A projectile is fired with an initial speed of 68 m/s at 37 degrees above horizontal on a flat firing range. c) Determine speed of the projectile 2.3 seconds after firing. d) Determine direction of projectile 2.3 s after firing.

Homework Equations

c) Vox=Vx=68m/s
Vy=Voy*sin(theta)-gt
V=sqrt(Vx^2+Vy^2)

d) tan^-1(Vy/Vx)= theta

The Attempt at a Solution

I got that Vx=68m/s
Vy=68*sin(37)-(9.8*2.3)
Vy=18.38

V=sqrt(68^2+18.4^2)
V=70.4
but the velocity is not 70.4 what am I doing wrong??
Thanks for any help!
The second part I get theta= 15.1 degrees but I don't want to submit it because if the first part is wrong then this is probably not right either.

 

[LowlyPion]

Homework Statement

A projectile is fired with an initial speed of 68 m/s at 37 degrees above horizontal on a flat firing range. c) Determine speed of the projectile 2.3 seconds after firing. d) Determine direction of projectile 2.3 s after firing.

Homework Equations

c) Vox=Vx=68m/s
Vy=Voy*sin(theta)-gt
V=sqrt(Vx^2+Vy^2)

d) tan^-1(Vy/Vx)= theta

The Attempt at a Solution

I got that Vx=68m/s
Vy=68*sin(37)-(9.8*2.3)
Vy=18.38

V=sqrt(68^2+18.4^2)
V=70.4
but the velocity is not 70.4 what am I doing wrong??
Thanks for any help!
The second part I get theta= 15.1 degrees but I don't want to submit it because if the first part is wrong then this is probably not right either.

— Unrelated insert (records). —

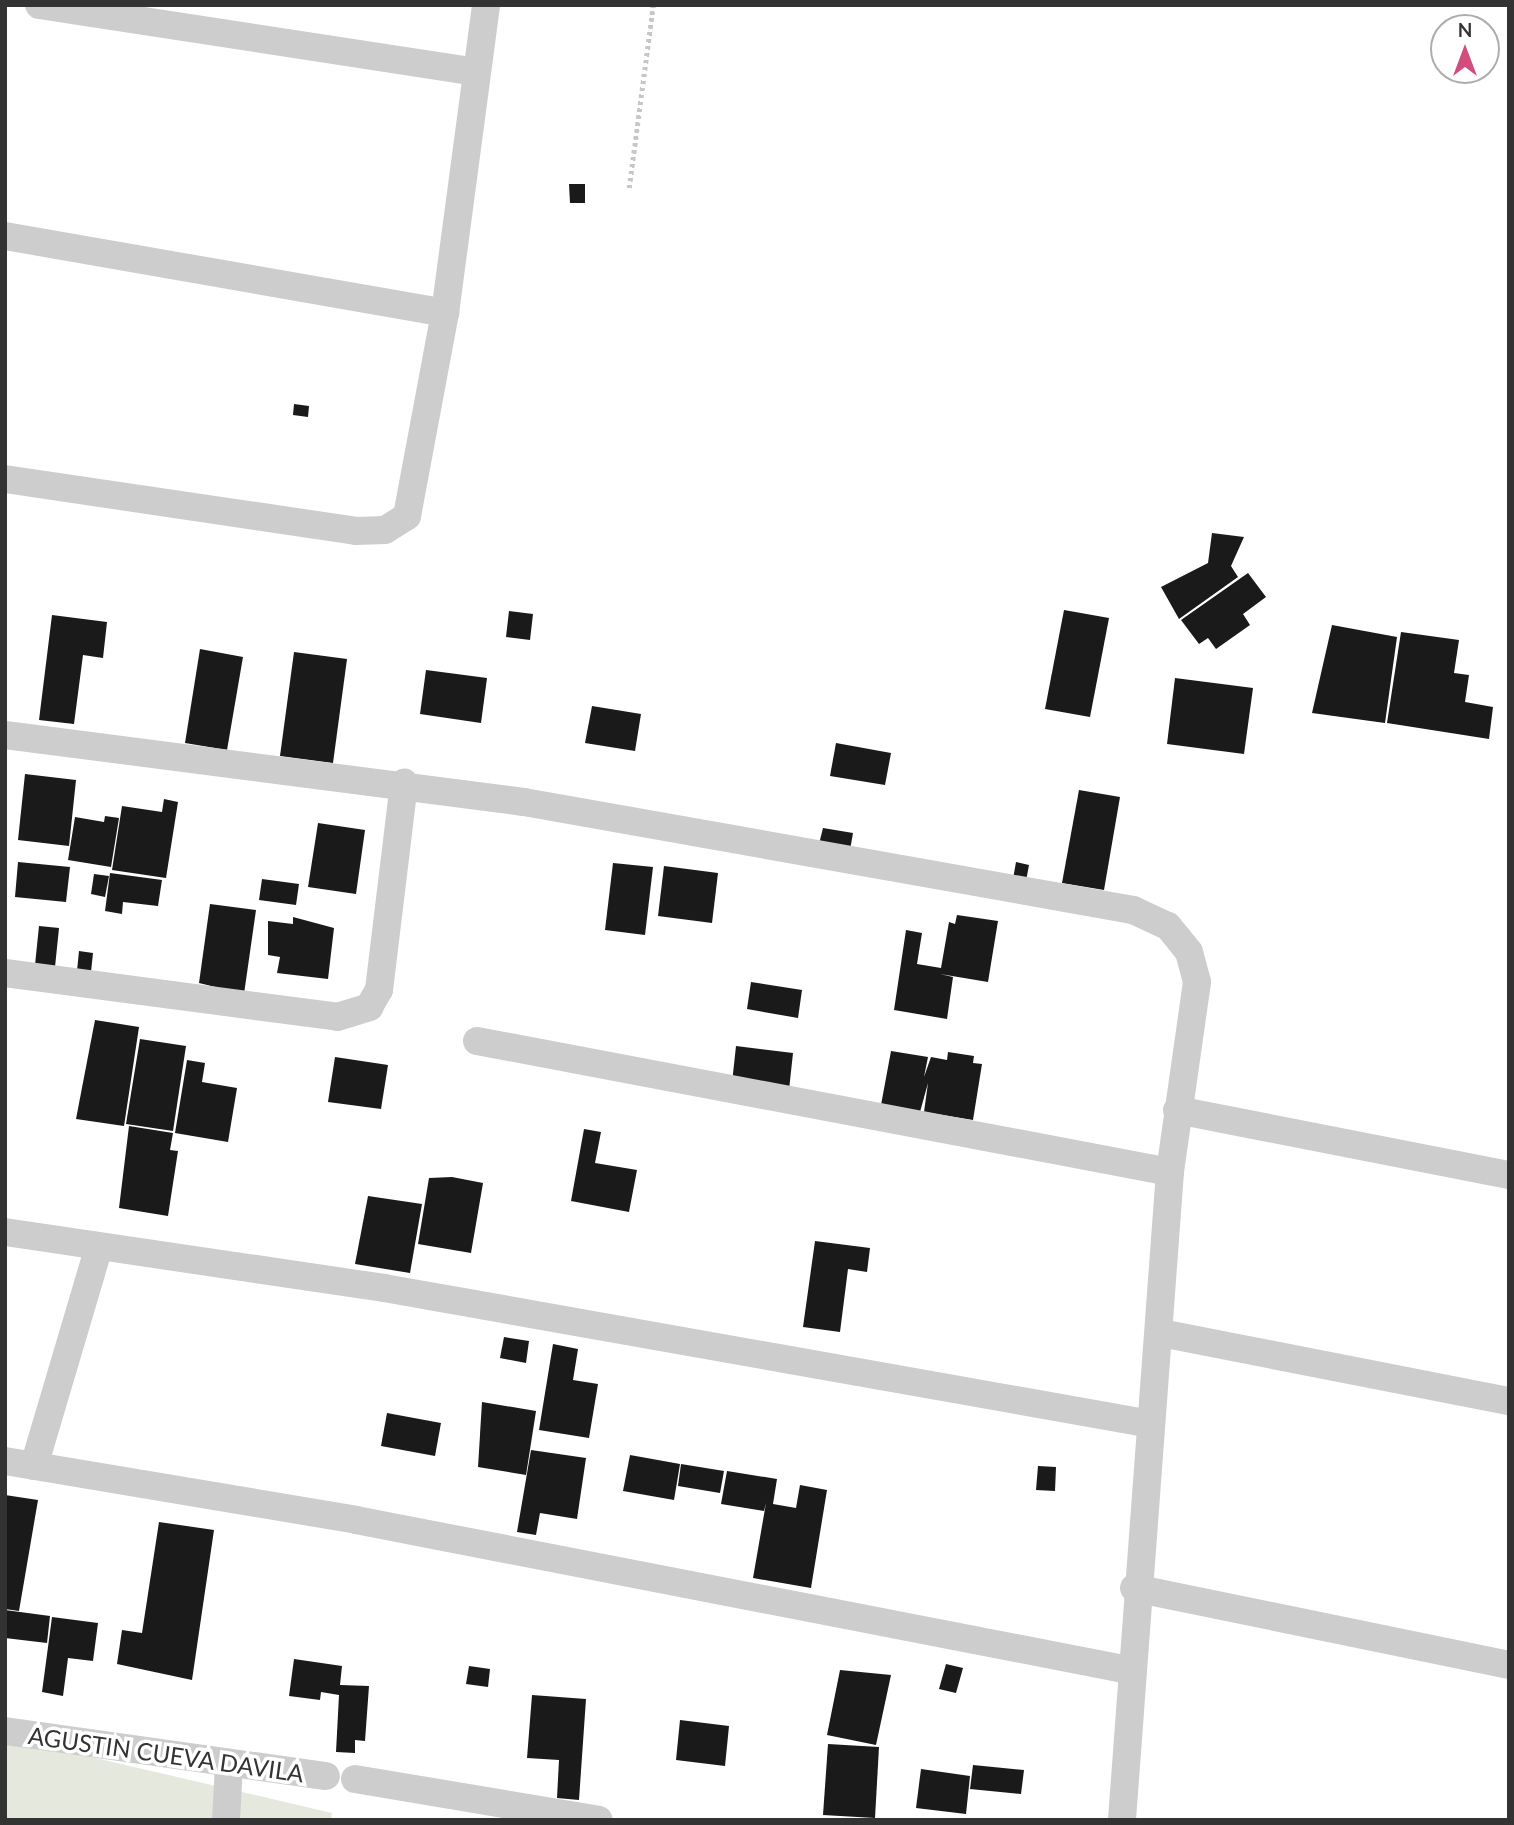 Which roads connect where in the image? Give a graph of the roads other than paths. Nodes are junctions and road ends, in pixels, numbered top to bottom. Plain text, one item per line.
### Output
1 (38, 5) edge
2 (486, 5) edge
3 (476, 72) junction
4 (5, 236) edge
5 (445, 313) junction
6 (5, 479) edge
7 (5, 735) edge
8 (404, 782) junction
9 (5, 973) edge
10 (477, 1041) dead end
11 (1177, 1110) junction
12 (1170, 1172) junction
13 (1509, 1175) edge
14 (5, 1232) edge
15 (99, 1246) junction
16 (1161, 1333) junction
17 (1509, 1401) edge
18 (1151, 1424) junction
19 (5, 1461) edge
20 (34, 1466) junction
21 (1135, 1588) junction
22 (1509, 1665) edge
23 (1129, 1670) junction
24 (5, 1731) edge
25 (229, 1765) junction
26 (326, 1776) dead end
27 (355, 1779) dead end
28 (465, 1809) edge
29 (226, 1820) edge
30 (600, 1820) edge
31 (1122, 1820) edge

1 - 3 street
2 - 3 street
3 - 5 street
4 - 5 street
5 - 6 street
7 - 8 street
8 - 9 street
8 - 11 street
10 - 12 street
11 - 12 street
11 - 13 street
12 - 16 street
14 - 15 street
15 - 18 street
15 - 20 street
16 - 17 street
16 - 18 street
18 - 21 street
19 - 20 street
20 - 23 street
21 - 22 street
21 - 23 street
23 - 31 street
24 - 25 street, AGUSTIN CUEVA DAVILA
25 - 26 street, AGUSTIN CUEVA DAVILA
25 - 29 street
27 - 28 street
28 - 30 street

You need to take the horizontal component of velocity in the RSS which is 68*Cos 37, not 68.

Then you should be fine.

You will need to get another calculation for theta.

 

[baba89]

Your calculation for the magnitude of the velocity (V) is correct, but you made a mistake in calculating Vy. The correct equation for Vy is V0y + a*t, where V0y is the initial vertical velocity (in this case, 68*sin(37)) and a is the acceleration due to gravity (-9.8 m/s^2). So, the correct calculation for Vy is:
Vy = 68*sin(37) - 9.8*2.3 = 18.38 m/s

Therefore, the magnitude of the velocity is:
V = sqrt(68^2 + 18.38^2) = 70.4 m/s

For part (d), your calculation for the direction (theta) is correct. The direction of the projectile 2.3 seconds after firing is 15.1 degrees above the horizontal.